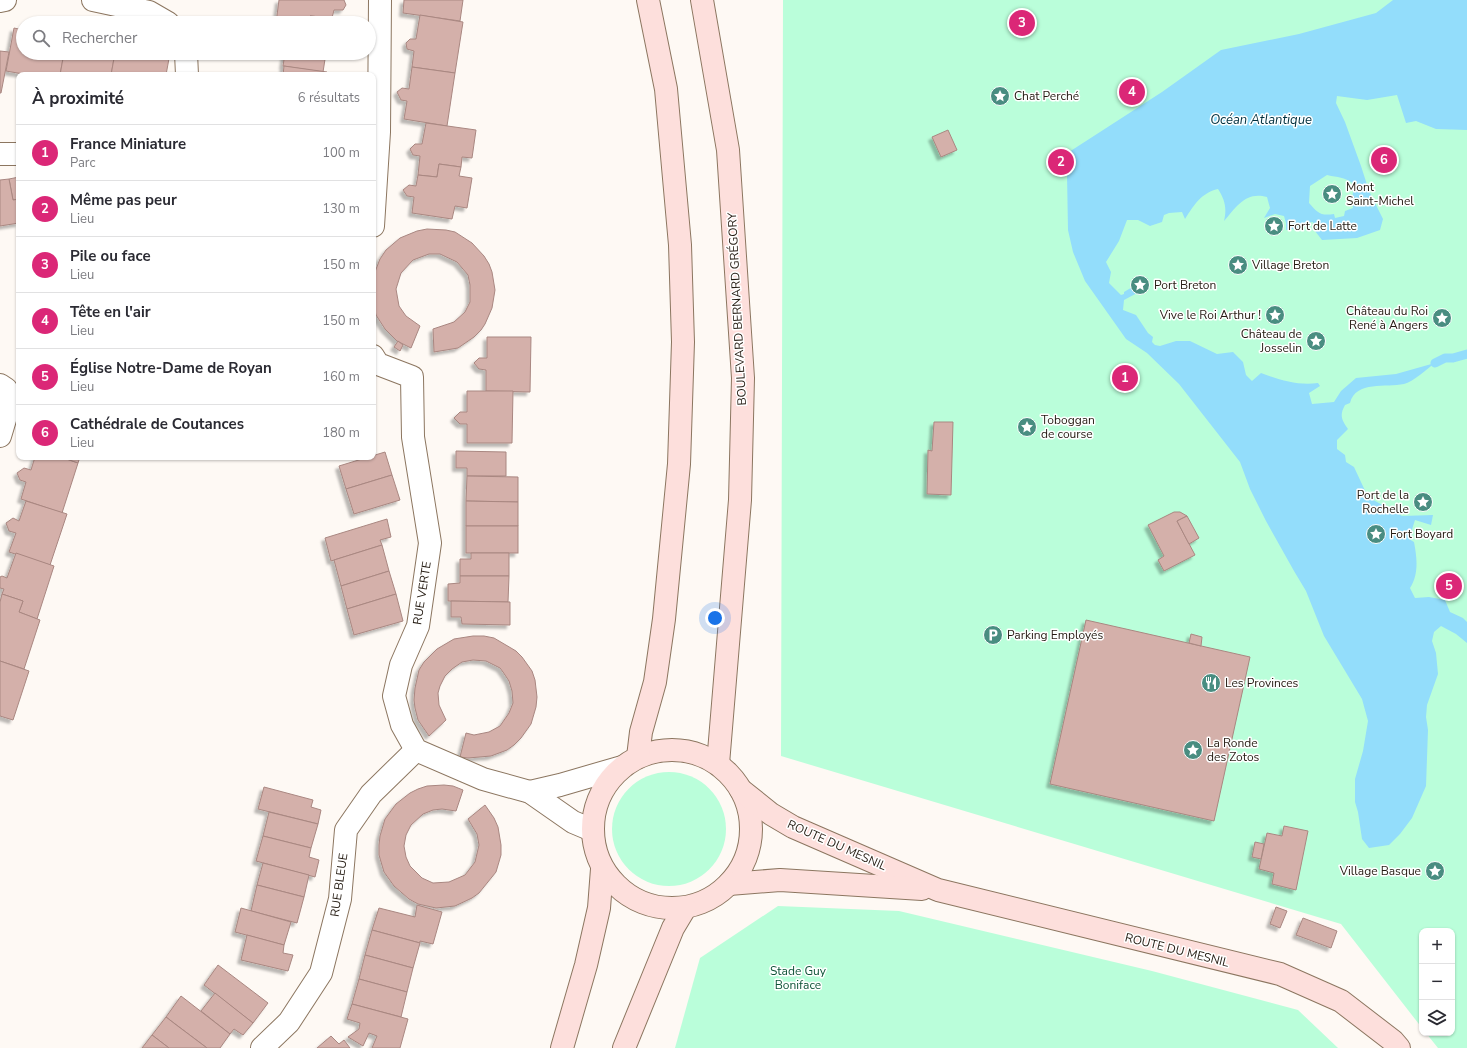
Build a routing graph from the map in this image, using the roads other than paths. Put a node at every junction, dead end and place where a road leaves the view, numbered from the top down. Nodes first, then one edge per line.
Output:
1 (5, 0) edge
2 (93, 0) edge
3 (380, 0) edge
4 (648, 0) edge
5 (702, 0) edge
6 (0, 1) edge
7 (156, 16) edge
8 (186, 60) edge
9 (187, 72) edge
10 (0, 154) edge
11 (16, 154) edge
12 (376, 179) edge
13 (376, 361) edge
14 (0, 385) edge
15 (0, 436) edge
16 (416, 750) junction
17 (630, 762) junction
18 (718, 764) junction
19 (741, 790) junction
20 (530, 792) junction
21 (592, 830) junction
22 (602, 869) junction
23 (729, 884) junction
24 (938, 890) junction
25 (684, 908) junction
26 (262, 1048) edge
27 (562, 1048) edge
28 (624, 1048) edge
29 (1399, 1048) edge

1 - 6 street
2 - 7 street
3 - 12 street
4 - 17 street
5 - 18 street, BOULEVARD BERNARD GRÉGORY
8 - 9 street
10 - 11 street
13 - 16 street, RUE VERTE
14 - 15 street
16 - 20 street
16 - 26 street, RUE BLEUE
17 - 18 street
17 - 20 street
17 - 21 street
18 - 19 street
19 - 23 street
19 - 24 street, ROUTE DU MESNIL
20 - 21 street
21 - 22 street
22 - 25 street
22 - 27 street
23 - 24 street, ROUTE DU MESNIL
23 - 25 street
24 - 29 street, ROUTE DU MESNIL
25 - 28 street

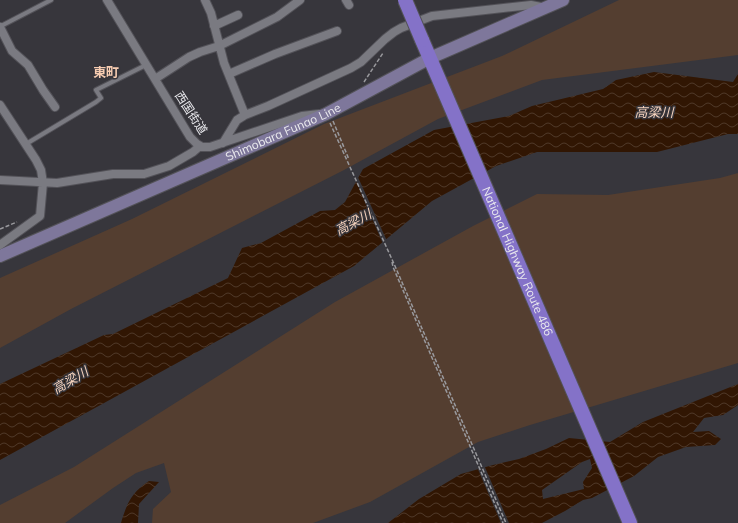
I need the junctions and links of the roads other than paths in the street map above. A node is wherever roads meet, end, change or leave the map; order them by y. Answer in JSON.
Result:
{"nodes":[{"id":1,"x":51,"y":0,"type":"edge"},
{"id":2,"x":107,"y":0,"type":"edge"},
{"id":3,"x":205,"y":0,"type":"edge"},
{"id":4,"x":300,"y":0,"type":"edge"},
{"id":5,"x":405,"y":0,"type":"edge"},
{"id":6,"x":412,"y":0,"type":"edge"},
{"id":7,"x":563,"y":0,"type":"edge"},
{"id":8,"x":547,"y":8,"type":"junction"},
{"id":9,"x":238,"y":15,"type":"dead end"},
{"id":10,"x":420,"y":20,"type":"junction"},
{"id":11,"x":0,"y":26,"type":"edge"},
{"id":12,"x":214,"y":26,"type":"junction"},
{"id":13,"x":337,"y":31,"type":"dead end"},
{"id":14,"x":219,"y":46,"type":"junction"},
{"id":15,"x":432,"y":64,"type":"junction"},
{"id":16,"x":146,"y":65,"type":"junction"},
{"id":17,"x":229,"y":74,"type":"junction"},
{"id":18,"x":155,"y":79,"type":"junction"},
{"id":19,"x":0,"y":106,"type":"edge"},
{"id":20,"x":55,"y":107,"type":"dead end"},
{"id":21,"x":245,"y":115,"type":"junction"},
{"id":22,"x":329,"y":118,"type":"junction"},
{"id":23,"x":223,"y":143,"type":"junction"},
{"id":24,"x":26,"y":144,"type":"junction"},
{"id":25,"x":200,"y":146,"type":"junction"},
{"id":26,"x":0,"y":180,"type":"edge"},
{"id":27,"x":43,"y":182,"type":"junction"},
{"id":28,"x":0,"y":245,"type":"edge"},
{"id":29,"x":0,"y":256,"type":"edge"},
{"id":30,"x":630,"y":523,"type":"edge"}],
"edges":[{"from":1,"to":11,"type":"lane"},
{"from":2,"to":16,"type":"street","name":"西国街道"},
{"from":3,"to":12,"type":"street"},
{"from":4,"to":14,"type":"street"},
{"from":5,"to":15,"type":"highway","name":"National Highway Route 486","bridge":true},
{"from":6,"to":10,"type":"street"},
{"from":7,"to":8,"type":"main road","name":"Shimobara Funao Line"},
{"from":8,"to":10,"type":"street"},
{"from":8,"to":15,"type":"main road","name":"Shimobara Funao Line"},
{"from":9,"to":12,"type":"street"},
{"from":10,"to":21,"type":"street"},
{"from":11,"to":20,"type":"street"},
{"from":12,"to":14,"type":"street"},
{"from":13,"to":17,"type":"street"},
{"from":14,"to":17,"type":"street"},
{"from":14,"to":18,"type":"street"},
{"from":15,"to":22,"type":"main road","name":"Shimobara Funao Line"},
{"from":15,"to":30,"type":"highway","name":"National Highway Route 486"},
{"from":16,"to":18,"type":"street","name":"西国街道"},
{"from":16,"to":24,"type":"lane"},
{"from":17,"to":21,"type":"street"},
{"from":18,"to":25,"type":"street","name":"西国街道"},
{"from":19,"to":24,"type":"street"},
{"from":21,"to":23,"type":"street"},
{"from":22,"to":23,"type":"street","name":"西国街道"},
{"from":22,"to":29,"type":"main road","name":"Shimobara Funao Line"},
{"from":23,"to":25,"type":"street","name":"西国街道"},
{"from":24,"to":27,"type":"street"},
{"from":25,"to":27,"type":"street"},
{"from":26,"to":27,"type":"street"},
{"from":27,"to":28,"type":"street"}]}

= = = = =

_Task brief_: Every line above holding the string "than" should be listed.

_Exercise solution_:
Build a routing graph from the map in this image, using the roads other than paths. Put a node at every junction, dead end and place where a road leaves the view, numbered from the top down. Nodes first, then one edge per line.
I need the junctions and links of the roads other than paths in the street map above. A node is wherever roads meet, end, change or leave the map; order them by y. Answer in JSON.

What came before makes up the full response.